I think a good starting place is that DSMP is an example of New Media. The go-to definition most folks use is this one: that New Media are stories told via "communication technologies that enable or enhance interaction between users as well as interaction between users and content." In other words, NM is basically this category of stories made up of convergent elements, which satisfy a multimedia requirement, and are heavily reliant on both participatory fan culture and recent advances in technology that allow creators/audiences to communicate with one another instantly.
There's a couple ways you can understand DSMP as a New Media, but as far as I'm concerned, one of the most interesting is prosumption. The term "prosumption" describes a creative situation where a piece of art is being produced (at least in part) by the same people that consume it; they're both audience and creator. DSMP is a really great example of this phenomenon, because A) it's serial and therefore the CCs had ample opportunity to respond to and engage with the audience's reception of their story; and B) because the chat feature allows CCs to interact directly with their audience during roleplay rather than after the fact. These features, among others, kinda set the stage for DSMP to function as a highly prosumptive piece of media.

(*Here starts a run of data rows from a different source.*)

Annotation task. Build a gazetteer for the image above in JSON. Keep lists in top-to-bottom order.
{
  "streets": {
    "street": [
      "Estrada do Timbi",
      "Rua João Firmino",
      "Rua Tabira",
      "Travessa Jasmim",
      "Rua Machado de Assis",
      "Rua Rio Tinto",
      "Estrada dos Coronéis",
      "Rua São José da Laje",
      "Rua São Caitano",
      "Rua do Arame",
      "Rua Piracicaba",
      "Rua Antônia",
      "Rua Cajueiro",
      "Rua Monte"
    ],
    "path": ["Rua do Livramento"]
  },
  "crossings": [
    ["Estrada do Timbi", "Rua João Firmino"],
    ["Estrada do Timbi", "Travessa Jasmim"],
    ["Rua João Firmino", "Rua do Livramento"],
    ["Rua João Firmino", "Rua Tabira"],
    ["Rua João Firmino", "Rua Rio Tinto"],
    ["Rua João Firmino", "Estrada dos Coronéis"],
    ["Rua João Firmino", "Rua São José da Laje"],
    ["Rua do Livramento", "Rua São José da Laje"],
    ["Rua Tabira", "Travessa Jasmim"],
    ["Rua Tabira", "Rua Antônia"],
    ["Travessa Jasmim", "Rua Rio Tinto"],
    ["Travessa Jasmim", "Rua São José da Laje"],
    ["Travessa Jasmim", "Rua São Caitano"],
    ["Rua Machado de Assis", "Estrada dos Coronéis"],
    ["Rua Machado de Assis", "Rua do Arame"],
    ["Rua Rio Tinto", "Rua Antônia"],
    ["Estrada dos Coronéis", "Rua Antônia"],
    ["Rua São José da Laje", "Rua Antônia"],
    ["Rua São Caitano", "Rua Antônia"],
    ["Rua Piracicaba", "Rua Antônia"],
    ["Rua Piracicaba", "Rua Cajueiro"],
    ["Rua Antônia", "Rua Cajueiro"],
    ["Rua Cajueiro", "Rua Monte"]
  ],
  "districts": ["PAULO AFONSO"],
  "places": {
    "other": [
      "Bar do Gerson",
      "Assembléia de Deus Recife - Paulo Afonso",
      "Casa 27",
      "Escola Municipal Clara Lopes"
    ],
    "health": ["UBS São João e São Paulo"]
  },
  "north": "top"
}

In particular, the stuff that interests me is the stuff to do with storytelling convention (genre, perspective, etc) and how prosumption turns all that on its head. There are a number of altercations in DSMP canon where the course of the story is altered because of real-time interactions between the CCs and their chat - particularly times when a CC's chat warns them about events happening at the same time elsewhere in the server. In this kind of scenario, the CCs are static, they can't really leave their own stream. Their viewers, on the other hand, are able to jump between streams and talk to each other to figure out what's happening in the overarching story. When this happens, viewers have choices to make: are they going to tell a CC what's going down on the other side of the server? If so, how are viewers going to communicate those events? Viewers are biased, they directly inform CCs, and the information they divulge (as well as how they divulge that info) goes on to influence CCs' actions and thus the events of the story, to some degree. In my opinion, this is a pretty new and exciting way to prosumptively construct a narrative! Media has always been interactive to some extent (especially serial works), but the interaction being live and in real-time is pretty significant in my view because it can exert unique pressures on a narrative.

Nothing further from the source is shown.